Extreme points of the unit ball of $l^1(\mathbb{Z^+})$ and $L^1[0,1]$

Question

Determine the extreme points of the unit ball of $l^1(\mathbb{Z^+})$ and $L^1[0,1]$.

My attempt: I know the definition but I don't know how to find these extreme points.Please help me to solve this problem.Thanks in advance.

Extreme point:An element $f$ of the convex subset $K$ of $X$ is said to be an extreme point of
$K$ if for no distinct pair $f_1$ and $f_2$ in $K$ is $f=\frac{f_1+f_2}{2}$

Edit: The answer is the extreme points of the unit ball of $L^1[0,1]$ are the delta functions and the unit ball of $l^1(\mathbb{Z^+})$ has no extreme points .

2nd Edit: $l^1(\mathbb{Z^+})$ denote the collection of all complex functions $f$ on $\mathbb{Z^+}$ such that $\sum_{n=0}^{\infty}|f(n)|<\infty$.It is exercise number 9 of first chapter of Banach algebra techniques in operator theory by Douglas.

3rd Edit: My previous answer was wrong,the correct answer is the extreme points of the unit ball of that $l^1(\mathbb{Z^+})$ are the delta functions and the unit ball of $L^1[0,1]$ has no extreme points .Can now someone prove this?

Answer 1

The answer is the extreme points of the unit ball of $L^1[0,1]$ are the delta functions

Wrong. There is no such thing as a delta function in $L^1[0,1]$. There are no extreme points of the unit ball in $L^1$. Reason: given a unit-norm function $f\in L^1$, you can find $b\in [0,1]$ such that both $f\chi_{[0,b]}$ and $f\chi_{[b,1]}$ have norm $1/2$. (Use the intermediate value theorem on the map $t\mapsto \int_{[0,t]} |f|$ defined on $[0,1]$.)

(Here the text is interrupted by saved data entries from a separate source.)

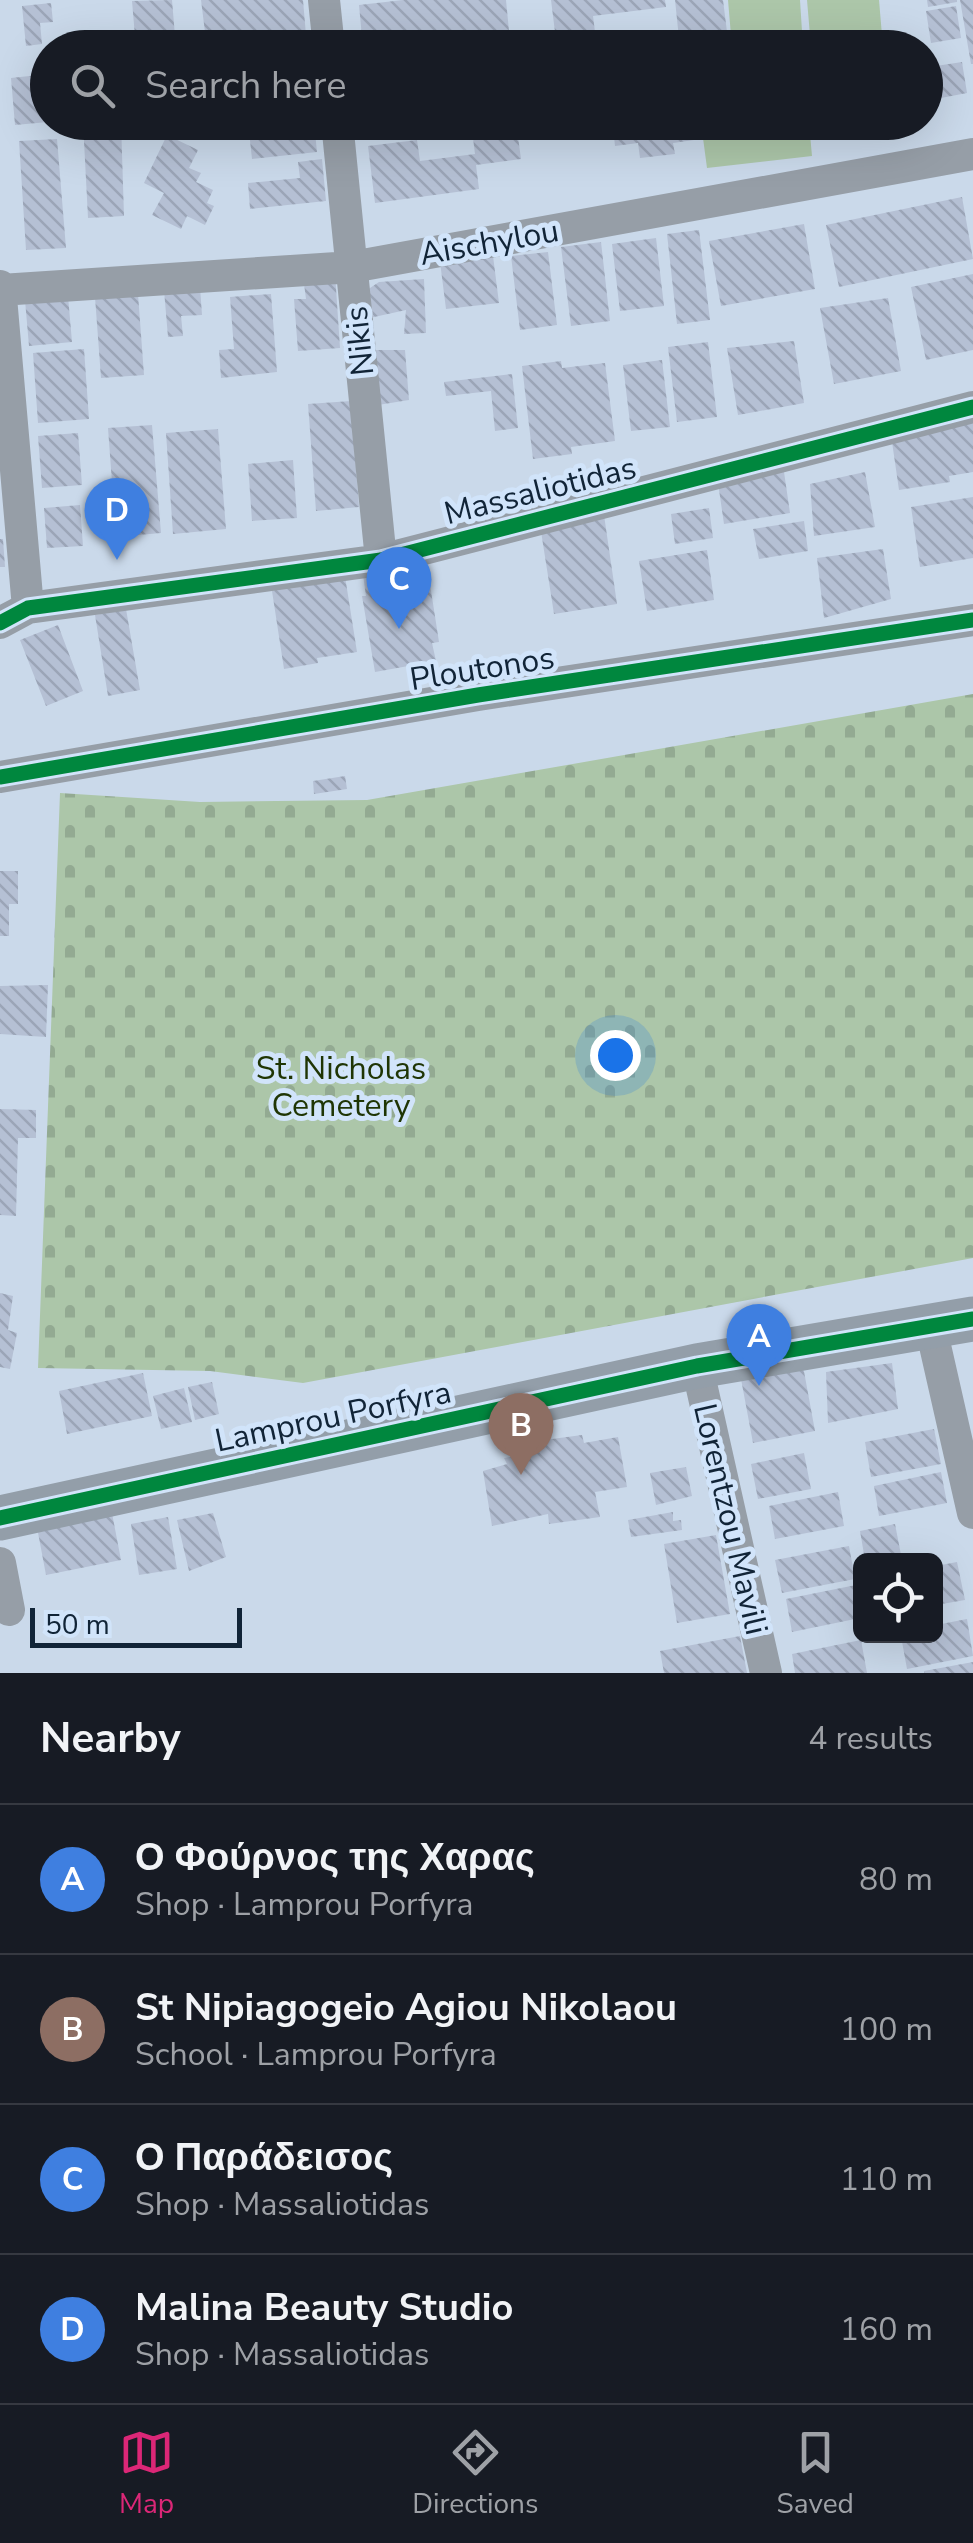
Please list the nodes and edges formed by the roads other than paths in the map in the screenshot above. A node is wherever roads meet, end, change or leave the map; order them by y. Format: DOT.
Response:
graph roads {
  1 [pos="324,0"];
  2 [pos="327,30"];
  3 [pos="339,140"];
  4 [pos="973,154"];
  5 [pos="352,267"];
  6 [pos="0,288"];
  7 [pos="973,407"];
  8 [pos="380,560"];
  9 [pos="14,615"];
  10 [pos="973,620"];
  11 [pos="0,777"];
  12 [pos="952,1324"];
  13 [pos="696,1366"];
  14 [pos="973,1512"];
  15 [pos="0,1518"];
  16 [pos="0,1563"];
  17 [pos="10,1610"];
  18 [pos="766,1673"];
  1 -- 2 [label="street"];
  3 -- 5 [label="street, Nikis"];
  4 -- 5 [label="street, Aischylou"];
  5 -- 6 [label="street, Aischylou"];
  5 -- 8 [label="street, Nikis"];
  6 -- 9 [label="street"];
  7 -- 8 [label="street, Massaliotidas"];
  8 -- 9 [label="street, Massaliotidas"];
  10 -- 11 [label="street, Ploutonos"];
  12 -- 13 [label="street, Lamprou Porfyra"];
  12 -- 14 [label="street"];
  13 -- 15 [label="street, Lamprou Porfyra"];
  13 -- 18 [label="street, Lorentzou Mavili"];
  16 -- 17 [label="street"];
}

the unit ball of $l^1(\mathbb Z^+)$ has no extreme points

Wrong. One extreme point is $(1,0,0,0,\dots)$ and there are other such.

The difference between the two cases is that the measure space in the second cases has atoms, whereas $[0,1]$ does not. This is why the support of an $L^1$ function can be divided in two subsets of positive measure, but the support of a sequence sometimes cannot be.

Answer 2

I'm answering my question in the comments, show explicitly what @user147263 mentioned above.

$\,$

Pick any $f \in B_1(0,L^1([0,1]))$, the closed unit ball of $L^1([0,1])$.

The function $F : \mathbb R \rightarrow \mathbb R$, $t \mapsto \int_0^t |f(x)|\,dx$, is continuous, since for all $t_0, \, t_1 \in [0,1]$ there holds $$|F(t_0) - F(t_1) | = \left| \int_{t_1}^{t_0} |f(x)| \, dx \right| \leq ||f||_{L^1([0,1])} \, |t_0 - t_1|, $$ hence $||F||_{L(\mathbb R)} \leq ||f||_{L^1([0,1])} < \infty$.

Using the intermediate value theorem we can find $c \in [0,1]$, such that $F(c) = \frac{1}{2} ||f||_{L^1}$.

Let now $g_1 := 2 \, f|_{\chi_{[0,c]}}$, $g_2 := 2\, f|_{\chi_{[c,1]}}$. Then $g_1, \, g_2 \in B_1(0,L^1([0,1]))$ and $g_1 \neq f \neq g_2$, on the other hand $$f = \frac{1}{2} g_1 + \frac{1}{2} g_2.$$ Thus $f$ is not extremal, therefore there are no extremal points in $B_1(0,L^1([0,1]))$.